• **Task brief**:
Select every line below containing the word "улица".

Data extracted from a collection
((

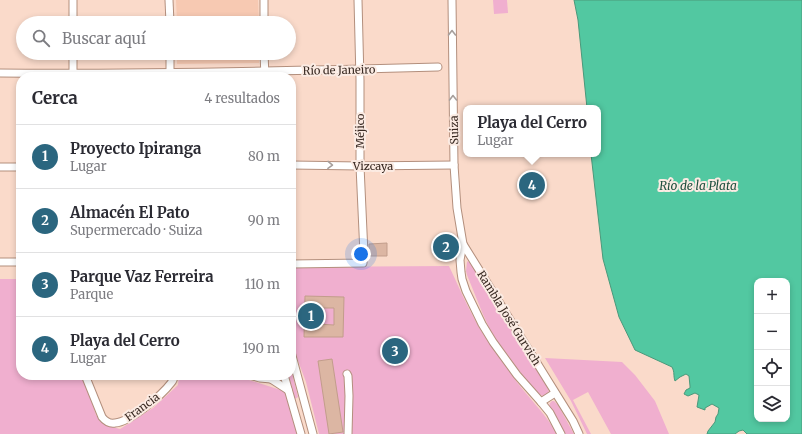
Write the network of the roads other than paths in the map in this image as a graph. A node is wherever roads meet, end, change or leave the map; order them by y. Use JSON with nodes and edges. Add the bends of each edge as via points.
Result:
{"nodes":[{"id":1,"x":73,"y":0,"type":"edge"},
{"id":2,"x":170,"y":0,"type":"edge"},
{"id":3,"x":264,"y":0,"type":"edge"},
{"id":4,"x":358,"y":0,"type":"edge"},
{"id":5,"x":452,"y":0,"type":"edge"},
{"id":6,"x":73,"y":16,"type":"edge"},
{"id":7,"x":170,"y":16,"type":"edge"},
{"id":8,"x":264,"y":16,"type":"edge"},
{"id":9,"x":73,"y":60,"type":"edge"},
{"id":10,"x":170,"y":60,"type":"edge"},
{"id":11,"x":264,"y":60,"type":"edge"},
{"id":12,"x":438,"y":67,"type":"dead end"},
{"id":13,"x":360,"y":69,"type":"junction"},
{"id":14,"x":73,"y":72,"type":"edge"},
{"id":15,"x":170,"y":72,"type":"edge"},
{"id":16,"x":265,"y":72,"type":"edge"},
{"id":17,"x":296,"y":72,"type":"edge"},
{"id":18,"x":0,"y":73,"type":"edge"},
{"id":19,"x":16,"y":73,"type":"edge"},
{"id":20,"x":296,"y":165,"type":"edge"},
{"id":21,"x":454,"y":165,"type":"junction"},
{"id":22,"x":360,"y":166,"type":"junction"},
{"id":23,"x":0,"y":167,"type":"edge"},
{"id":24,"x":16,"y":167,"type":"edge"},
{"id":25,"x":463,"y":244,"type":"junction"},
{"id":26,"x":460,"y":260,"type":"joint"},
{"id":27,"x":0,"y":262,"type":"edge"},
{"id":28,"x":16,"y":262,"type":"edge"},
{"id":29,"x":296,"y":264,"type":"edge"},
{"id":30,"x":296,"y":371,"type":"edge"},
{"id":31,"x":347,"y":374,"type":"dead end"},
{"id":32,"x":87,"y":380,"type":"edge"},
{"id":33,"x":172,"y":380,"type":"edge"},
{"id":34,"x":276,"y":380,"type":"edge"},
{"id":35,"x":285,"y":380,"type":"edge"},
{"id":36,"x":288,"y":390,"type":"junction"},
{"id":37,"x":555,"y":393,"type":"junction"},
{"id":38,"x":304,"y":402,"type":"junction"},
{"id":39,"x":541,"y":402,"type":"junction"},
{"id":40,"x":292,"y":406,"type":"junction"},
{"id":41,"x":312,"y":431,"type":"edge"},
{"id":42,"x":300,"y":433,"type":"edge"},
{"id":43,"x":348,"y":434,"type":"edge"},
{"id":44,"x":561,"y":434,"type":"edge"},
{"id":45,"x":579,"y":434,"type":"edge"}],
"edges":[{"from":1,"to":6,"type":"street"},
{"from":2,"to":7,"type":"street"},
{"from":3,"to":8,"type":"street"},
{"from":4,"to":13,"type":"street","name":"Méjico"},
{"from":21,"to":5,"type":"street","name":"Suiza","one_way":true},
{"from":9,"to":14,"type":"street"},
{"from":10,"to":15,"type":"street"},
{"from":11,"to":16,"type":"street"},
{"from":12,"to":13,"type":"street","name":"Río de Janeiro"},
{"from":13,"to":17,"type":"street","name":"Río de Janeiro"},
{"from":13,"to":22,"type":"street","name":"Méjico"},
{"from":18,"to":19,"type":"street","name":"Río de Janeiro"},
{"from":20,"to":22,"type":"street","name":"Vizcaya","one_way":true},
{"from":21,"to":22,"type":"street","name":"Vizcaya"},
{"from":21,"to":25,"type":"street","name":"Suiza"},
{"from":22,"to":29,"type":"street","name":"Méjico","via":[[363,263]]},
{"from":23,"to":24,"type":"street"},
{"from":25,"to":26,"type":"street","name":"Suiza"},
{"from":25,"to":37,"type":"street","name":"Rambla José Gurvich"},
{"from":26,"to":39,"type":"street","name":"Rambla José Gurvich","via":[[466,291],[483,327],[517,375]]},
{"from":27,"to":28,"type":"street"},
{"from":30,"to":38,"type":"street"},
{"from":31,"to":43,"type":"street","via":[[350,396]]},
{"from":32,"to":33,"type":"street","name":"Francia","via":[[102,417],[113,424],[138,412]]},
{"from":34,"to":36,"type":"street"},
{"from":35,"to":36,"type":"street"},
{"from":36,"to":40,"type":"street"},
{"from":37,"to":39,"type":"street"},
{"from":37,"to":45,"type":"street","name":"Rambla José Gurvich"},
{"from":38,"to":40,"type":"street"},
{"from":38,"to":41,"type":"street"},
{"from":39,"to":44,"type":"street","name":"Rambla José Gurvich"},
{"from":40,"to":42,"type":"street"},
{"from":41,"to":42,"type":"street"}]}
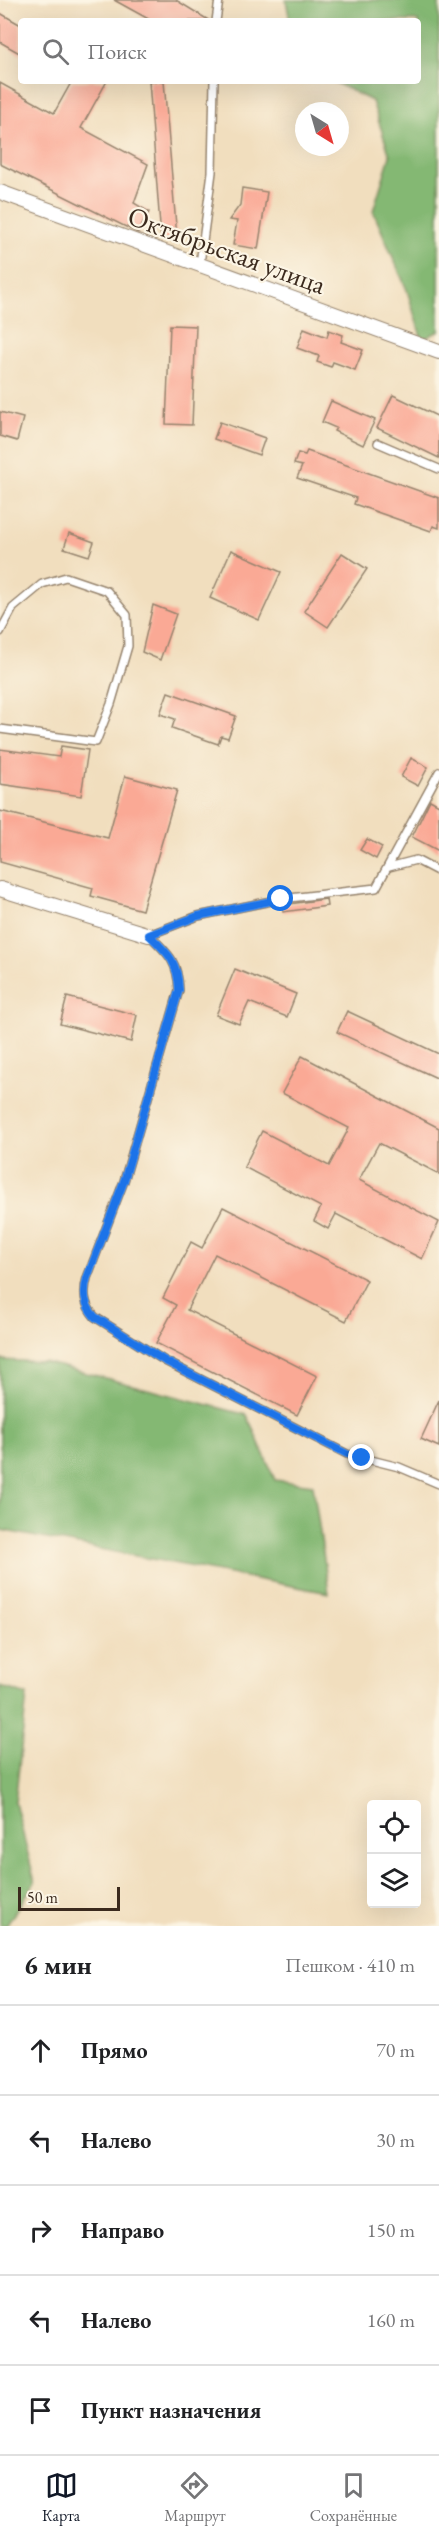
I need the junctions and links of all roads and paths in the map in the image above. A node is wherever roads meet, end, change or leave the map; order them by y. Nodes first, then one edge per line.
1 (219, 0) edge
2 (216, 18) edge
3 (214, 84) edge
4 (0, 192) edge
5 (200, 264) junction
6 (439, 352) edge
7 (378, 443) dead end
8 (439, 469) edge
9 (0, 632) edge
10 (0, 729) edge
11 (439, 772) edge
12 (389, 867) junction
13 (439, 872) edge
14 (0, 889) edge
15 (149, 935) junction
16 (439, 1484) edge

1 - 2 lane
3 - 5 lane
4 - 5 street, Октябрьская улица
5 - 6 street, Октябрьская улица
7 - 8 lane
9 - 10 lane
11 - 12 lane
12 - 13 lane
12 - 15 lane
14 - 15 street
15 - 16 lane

))

• **Solution for this problem**:
4 - 5 street, Октябрьская улица
5 - 6 street, Октябрьская улица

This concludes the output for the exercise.